Market demand is still on the decline, but at a lesser rate, with 27 percent—up 3 percent from the first quarter of 2009—eyeing capital investments, including replacement of outdated equipment.  

Mergers and acquisitions activity is on the rise. More executives plan to grow through mergers instead of looking for new markets, a different customer base, or growth through research and development. 

But not all is on the upswing, as executives continue cost-cutting tactics, including sweeping layoffs.

However, with the fear of losing experienced and talented employees, some executives are more selective when retrenching the work force.  

“More often, companies relied on job freezes (88 percent), salary or bonus freezes (88 percent), and a reduction in contractors (70 percent) to keep costs in check,” PwC reported. 

Miracle Lies in Innovation and Manufacturing Experts say that America’s economic recovery won’t be driven by Wall Street or on Pennsylvania Avenue, but through the ingenuity and hard work of Americans. 

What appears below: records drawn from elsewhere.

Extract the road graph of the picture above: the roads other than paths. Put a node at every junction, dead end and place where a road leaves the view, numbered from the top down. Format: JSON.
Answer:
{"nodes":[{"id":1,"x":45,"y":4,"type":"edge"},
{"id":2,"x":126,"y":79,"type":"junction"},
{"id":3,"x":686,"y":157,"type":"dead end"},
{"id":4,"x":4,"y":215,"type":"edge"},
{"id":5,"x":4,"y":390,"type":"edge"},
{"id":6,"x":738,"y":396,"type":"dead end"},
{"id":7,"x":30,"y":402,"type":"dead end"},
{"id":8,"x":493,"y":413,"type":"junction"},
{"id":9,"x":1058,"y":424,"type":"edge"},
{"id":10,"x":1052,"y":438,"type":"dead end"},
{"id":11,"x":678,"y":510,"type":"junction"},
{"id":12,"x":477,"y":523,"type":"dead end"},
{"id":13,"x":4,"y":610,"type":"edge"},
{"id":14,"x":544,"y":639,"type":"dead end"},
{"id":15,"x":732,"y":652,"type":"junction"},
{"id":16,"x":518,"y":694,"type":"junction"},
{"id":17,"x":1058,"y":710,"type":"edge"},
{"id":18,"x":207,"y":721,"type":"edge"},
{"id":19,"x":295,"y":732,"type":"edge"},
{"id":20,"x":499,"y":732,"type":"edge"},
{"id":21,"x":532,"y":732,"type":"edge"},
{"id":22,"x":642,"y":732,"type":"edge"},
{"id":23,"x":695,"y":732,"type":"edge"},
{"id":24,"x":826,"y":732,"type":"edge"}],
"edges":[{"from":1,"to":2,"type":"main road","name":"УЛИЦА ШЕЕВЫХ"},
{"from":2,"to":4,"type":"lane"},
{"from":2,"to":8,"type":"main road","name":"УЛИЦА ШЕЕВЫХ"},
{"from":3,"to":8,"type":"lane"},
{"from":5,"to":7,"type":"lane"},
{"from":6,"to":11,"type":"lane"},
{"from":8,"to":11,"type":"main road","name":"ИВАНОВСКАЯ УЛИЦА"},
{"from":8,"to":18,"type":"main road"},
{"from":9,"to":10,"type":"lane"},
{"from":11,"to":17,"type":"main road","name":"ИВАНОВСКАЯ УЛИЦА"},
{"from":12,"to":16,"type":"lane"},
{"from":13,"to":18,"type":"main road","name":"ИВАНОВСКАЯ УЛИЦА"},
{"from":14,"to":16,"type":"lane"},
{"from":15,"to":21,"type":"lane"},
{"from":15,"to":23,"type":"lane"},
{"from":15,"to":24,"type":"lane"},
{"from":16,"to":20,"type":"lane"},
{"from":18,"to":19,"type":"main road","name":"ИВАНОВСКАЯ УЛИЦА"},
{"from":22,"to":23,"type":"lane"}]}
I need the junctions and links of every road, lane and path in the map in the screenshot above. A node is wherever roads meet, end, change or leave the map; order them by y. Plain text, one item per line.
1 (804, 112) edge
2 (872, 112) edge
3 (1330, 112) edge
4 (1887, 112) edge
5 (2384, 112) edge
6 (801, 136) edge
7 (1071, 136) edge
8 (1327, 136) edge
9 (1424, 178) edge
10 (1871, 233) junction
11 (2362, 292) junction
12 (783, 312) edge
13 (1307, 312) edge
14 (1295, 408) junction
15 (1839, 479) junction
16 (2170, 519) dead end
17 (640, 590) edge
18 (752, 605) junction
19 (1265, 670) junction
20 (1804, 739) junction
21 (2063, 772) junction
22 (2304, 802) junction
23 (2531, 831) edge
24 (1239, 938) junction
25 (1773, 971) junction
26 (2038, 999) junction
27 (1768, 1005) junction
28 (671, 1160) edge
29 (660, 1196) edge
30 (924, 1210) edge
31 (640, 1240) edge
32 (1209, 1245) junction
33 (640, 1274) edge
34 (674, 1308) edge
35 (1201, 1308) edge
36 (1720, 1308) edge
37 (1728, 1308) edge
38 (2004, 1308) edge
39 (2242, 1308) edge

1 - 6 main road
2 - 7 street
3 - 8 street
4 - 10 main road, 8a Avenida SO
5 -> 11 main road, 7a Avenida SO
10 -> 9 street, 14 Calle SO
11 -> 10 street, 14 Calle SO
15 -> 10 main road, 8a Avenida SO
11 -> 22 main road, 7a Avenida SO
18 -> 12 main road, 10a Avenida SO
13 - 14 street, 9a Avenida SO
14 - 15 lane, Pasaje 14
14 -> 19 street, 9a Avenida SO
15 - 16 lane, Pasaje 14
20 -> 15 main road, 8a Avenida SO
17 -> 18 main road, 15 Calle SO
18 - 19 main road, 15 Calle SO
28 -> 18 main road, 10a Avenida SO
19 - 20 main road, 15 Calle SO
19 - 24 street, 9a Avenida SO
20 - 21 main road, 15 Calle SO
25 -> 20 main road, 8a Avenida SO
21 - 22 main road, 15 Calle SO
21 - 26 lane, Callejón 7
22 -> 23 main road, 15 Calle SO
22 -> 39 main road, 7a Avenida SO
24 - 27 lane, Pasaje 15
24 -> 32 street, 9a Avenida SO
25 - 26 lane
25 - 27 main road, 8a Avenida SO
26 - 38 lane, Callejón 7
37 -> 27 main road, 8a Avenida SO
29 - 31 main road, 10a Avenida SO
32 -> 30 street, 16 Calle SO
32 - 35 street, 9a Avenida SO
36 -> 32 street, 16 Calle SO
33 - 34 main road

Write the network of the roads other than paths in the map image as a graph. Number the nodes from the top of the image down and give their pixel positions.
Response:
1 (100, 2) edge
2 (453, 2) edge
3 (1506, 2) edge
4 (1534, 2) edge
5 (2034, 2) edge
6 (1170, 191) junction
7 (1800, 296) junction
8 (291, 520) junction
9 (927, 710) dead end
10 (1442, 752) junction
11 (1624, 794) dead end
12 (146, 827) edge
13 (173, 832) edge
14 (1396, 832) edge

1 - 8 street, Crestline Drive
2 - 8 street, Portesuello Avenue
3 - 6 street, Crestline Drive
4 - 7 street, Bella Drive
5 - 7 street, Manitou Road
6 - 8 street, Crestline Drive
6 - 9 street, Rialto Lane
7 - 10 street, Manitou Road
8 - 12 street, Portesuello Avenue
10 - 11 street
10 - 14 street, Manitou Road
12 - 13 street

“The miracle lies in U.S. innovation and manufacturing. After a decade of bankers gone wild, America needs to create real wealth by making things rather than selling complex derivatives in the markets,” Mark C. Tomlinson, Manager of the Society of Manufacturing Engineers (SME), said in an article published on the IndustryWeek.com Web site, a Web site for manufacturing companies. 

Tomlinson states that although there are many workers looking for jobs, the problem is finding experienced workers for the aerospace, defense, medical, and other manufacturing companies. Companies are looking for experienced engineers, machine operators, welders, and other technical jobs. One example of innovation is that many products are re-engineered to fit the needs of different industries.

The Cleveland Vibrator Co. produces industrial vibrators and is moving into other industries, such as pharmaceutical, petrochemical, ceramics, textiles, and construction. 

“Our equipment line is not relegated to just the stock standards. Our greatest strength is our ability to modify our standard line to meet the most demanding applications,” Cleveland Vibrator announced on its Web site. 

Tomlinson points to American manufacturing companies that have remained on U.S. soil, employing domestic workers who are highly flexible and have no problems adapting to a new environment. 

Companies who have lost contracts due to the auto industry buying products from foreign manufacturers have moved on to other ventures. One such company, called Visioneering, “which at one time built Corvette body molds for GM,” Tomlinson said, gained a foothold in the aerospace industry. 

“These manufacturers, along with thousands of others, are succeeding through innovation, diversification, and technological advances. That’s the real story of American manufacturing. It may be evolving, but by getting back to making things, manufacturing can be the miracle that will boost the economy,” Tomlinson concluded in his article.